The next attempt came three nights later. His father had worked late at the newspaper. He had felt nervous and edgy as he typed away but he refused to give in to his feeling of uneasiness. Anyway, there was a police officer on duty at the entrance of the building, assigned by the police chief at the insistence of
Roscoe Campbell. His father finished writing—a three-part series on a possible scandal in the municipal purchasing department. No kickbacks this time but rental fees paid for equipment that did not, in fact, exist. His father walked down the stairs. The sight of the police officer provided a touch of comfort. The police officer turned toward him—a gun in his hand. His father froze. The gun was raised and his father saw the face, the expressionless eyes—the look of the hired killer, the hit man. A terrible sadness flooded him; he had let his wife down, his son—they would be left alone, abandoned. A pistol shot rang out, echoing as loudly as the detonation of a bomb. His father braced himself and then saw, in slow motion, the policeman crumpling up, mouth agape, eyes bulging from their sockets. He fell forward, the gun loosed from his hand, dropping to the sidewalk.
That was the night Mr. Grey entered their lives …
T : | More specifics now, although you seem to dislike the word. Who, finally, was this Mr. Grey of yours? Until now, you have made him seem like a phantom flickering in and out of your lives. |
A : | He worked for the government, the federal government. My father said that Mr. Grey had been involved from the beginning, from the time my father first gave testimony. He’d been on the sidelines, watching, waiting … |
T : | A bodyguard? |
A : | No. More than a bodyguard. My father said he was one of the original men involved in a new government department. |
T : | What was this department? |
A : | Let me think a moment. (5-second interval.) |
A : | I remember the title now—the U.S. Department of Re-Identification. It was supposed to protect people. To provide people with new identities. So that they could hide. |
T : | Hide from what? |
A : | From those they testified against. |
T : | I am afraid it is not entirely clear to me. |
A : | Let me try to remember exactly what my father told me. (5-second interval.) |
A : | My head is beginning to hurt. To pound. |
T : | Do you wish a pill? |
A : | No. I don’t trust pills anymore. |
T : | Does that mean you do not trust me anymore? |
A : | I am not sure of anything right now—give me a minute to think—to think about all the things my father told me—all the things we talked about … |
How they talked. Or, rather, his father talked and Adam listened. But Adam also asked questions, a hundred, a thousand it seemed. During those first few days after the discovery of his identity and the lives they led, he and his father talked incessantly, the terrible silence finally broken. Sometimes they talked in the paneled room in the cellar and at other times outside, walking the streets, sitting in a restaurant, lounging on a park bench. His father explained why
they covered so much territory. The paneled room was a Safe Room; it had been searched for “bugs”—listening devices—by Grey’s men and given clearance. If they didn’t talk in that room, it was best to conduct their conversations while they were on the move, coming and going, in public places, when the chances of being overheard or eavesdropped on were negligible. It was during these conversations that his father brought him up to date, told him how they had become involved in this new life of theirs.

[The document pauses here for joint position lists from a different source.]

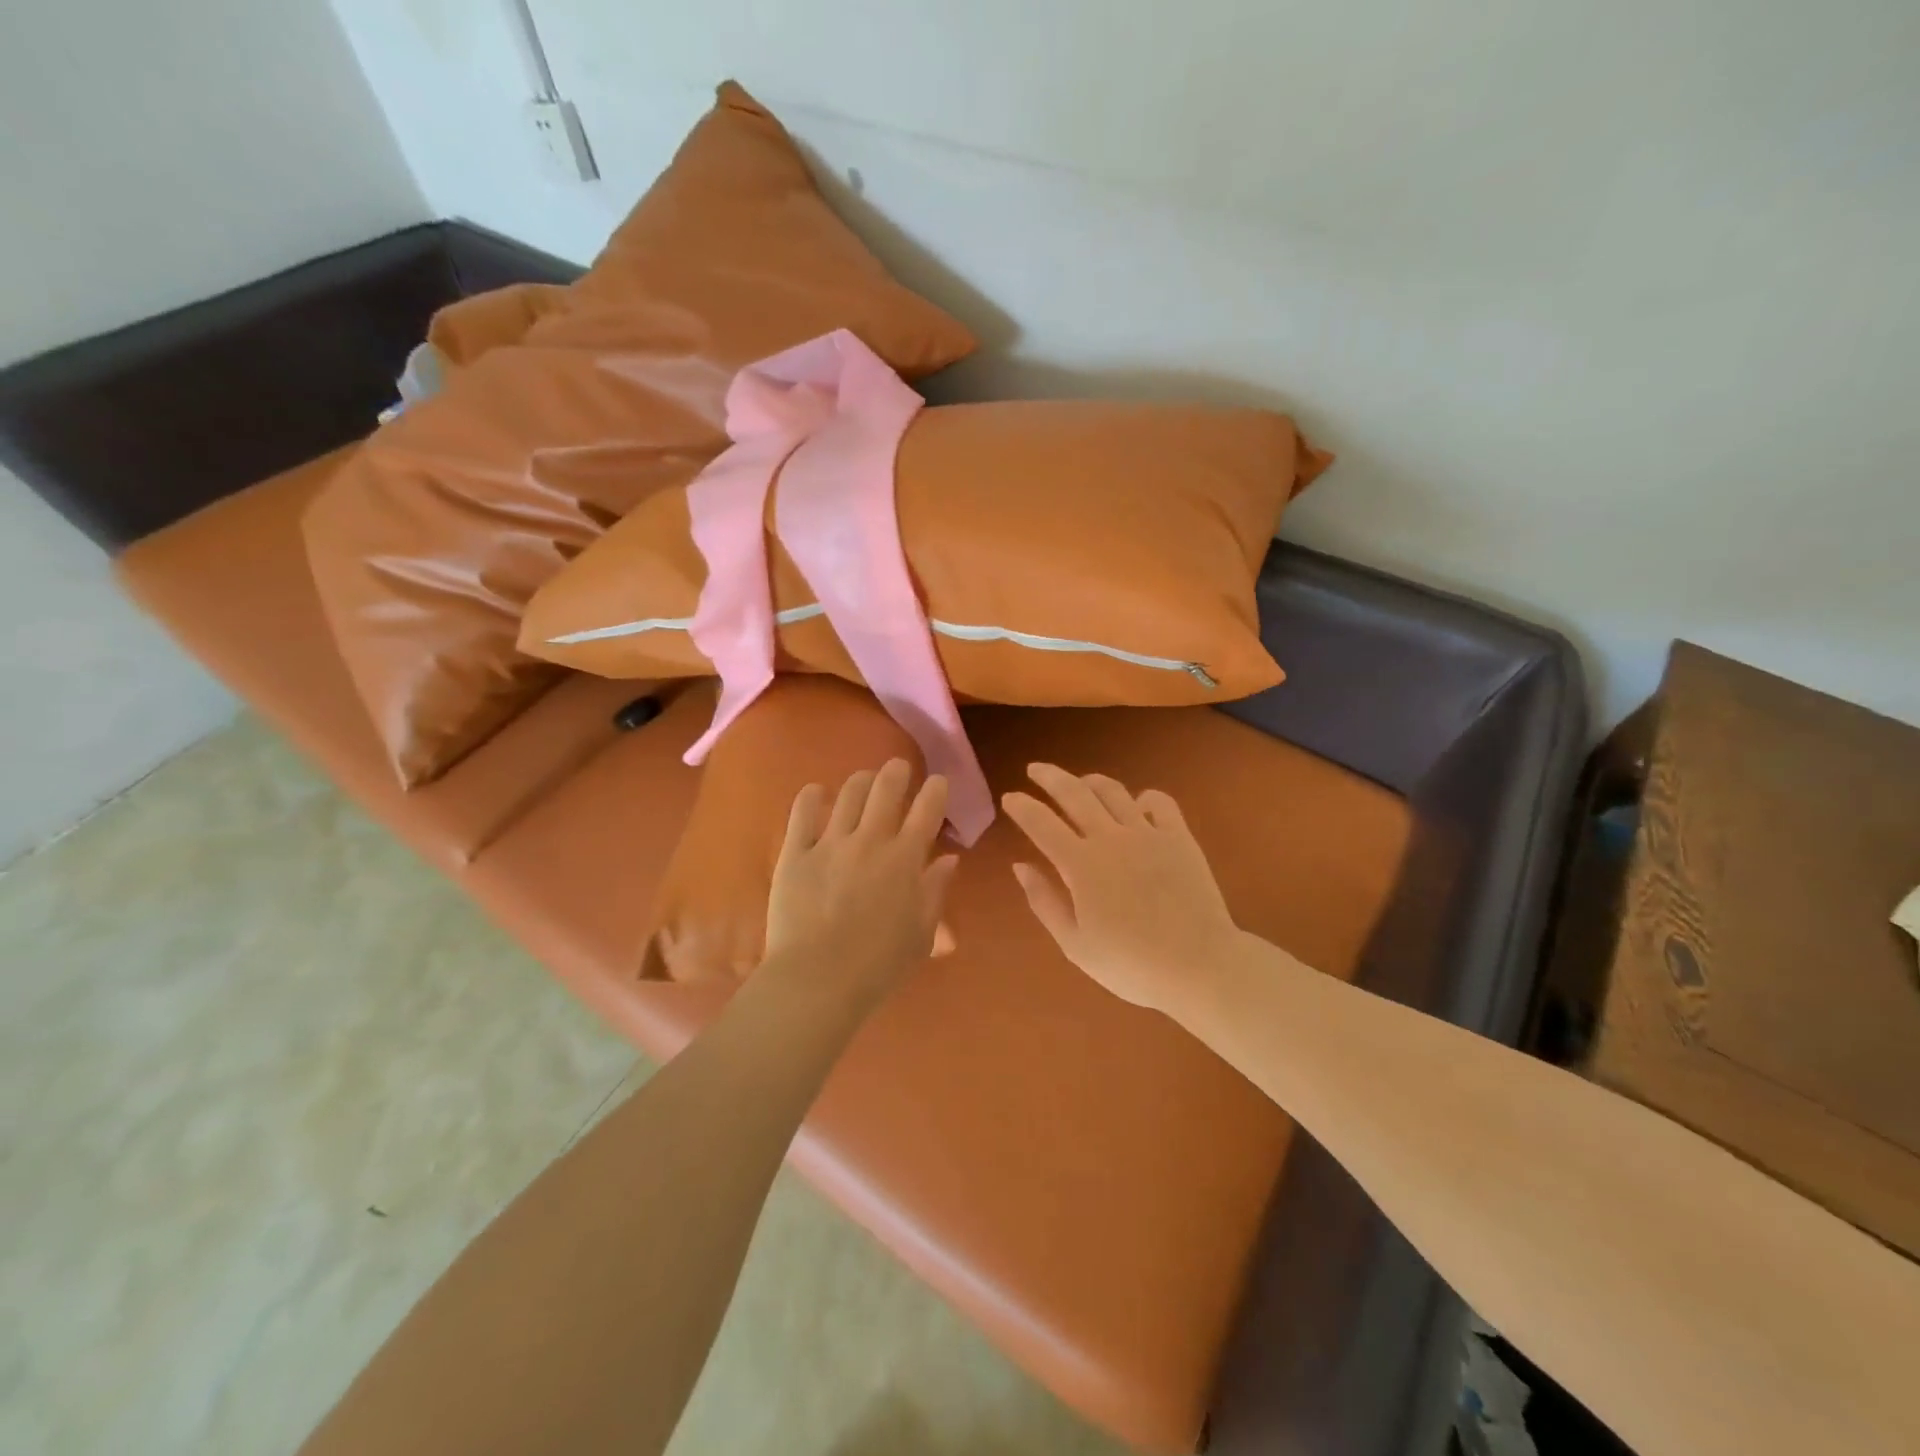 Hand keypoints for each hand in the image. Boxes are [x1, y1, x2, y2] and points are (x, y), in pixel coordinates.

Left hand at [764, 759, 959, 1007]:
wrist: (818, 979)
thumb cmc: (879, 965)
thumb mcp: (922, 934)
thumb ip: (936, 891)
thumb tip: (949, 859)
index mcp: (906, 859)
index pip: (927, 810)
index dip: (936, 790)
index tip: (938, 782)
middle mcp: (871, 840)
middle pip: (886, 788)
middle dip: (896, 772)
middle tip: (898, 769)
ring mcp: (830, 843)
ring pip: (848, 793)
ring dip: (860, 781)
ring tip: (863, 780)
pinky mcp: (796, 853)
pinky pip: (802, 813)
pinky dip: (811, 796)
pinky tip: (816, 792)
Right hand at [1003, 764, 1241, 1013]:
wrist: (1198, 965)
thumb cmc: (1130, 964)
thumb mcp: (1075, 944)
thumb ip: (1044, 901)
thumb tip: (1020, 866)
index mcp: (1080, 864)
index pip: (1041, 823)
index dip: (1022, 807)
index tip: (1009, 797)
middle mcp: (1110, 838)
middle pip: (1074, 793)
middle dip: (1050, 777)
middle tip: (1035, 769)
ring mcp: (1148, 833)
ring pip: (1113, 791)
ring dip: (1091, 781)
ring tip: (1081, 782)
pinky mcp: (1179, 837)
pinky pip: (1159, 802)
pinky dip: (1143, 797)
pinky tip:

“In the final analysis,” his father said, “we really had no choice. Grey spelled out the options, the alternatives. He had helped to develop the Department of Re-Identification. The department had grown out of a sudden need as people began to testify against organized crime. The first people to give testimony were criminals themselves, members of the organizations and syndicates who, for one reason or another, decided to turn against their own kind. In exchange, they asked protection. The early cases were provided with bodyguards, nothing else. Some of the first witnesses were convicts and they had to be transferred to prisons where they couldn’t be reached by the organizations. In some instances, new identities were created for witnesses who weren’t in jail. They began new lives under assumed names.”
Adam and his father were walking by a schoolyard where some kids, mostly girls, were playing hopscotch and other games, their shouts and laughter innocent on the afternoon air. Adam suddenly felt like an alien.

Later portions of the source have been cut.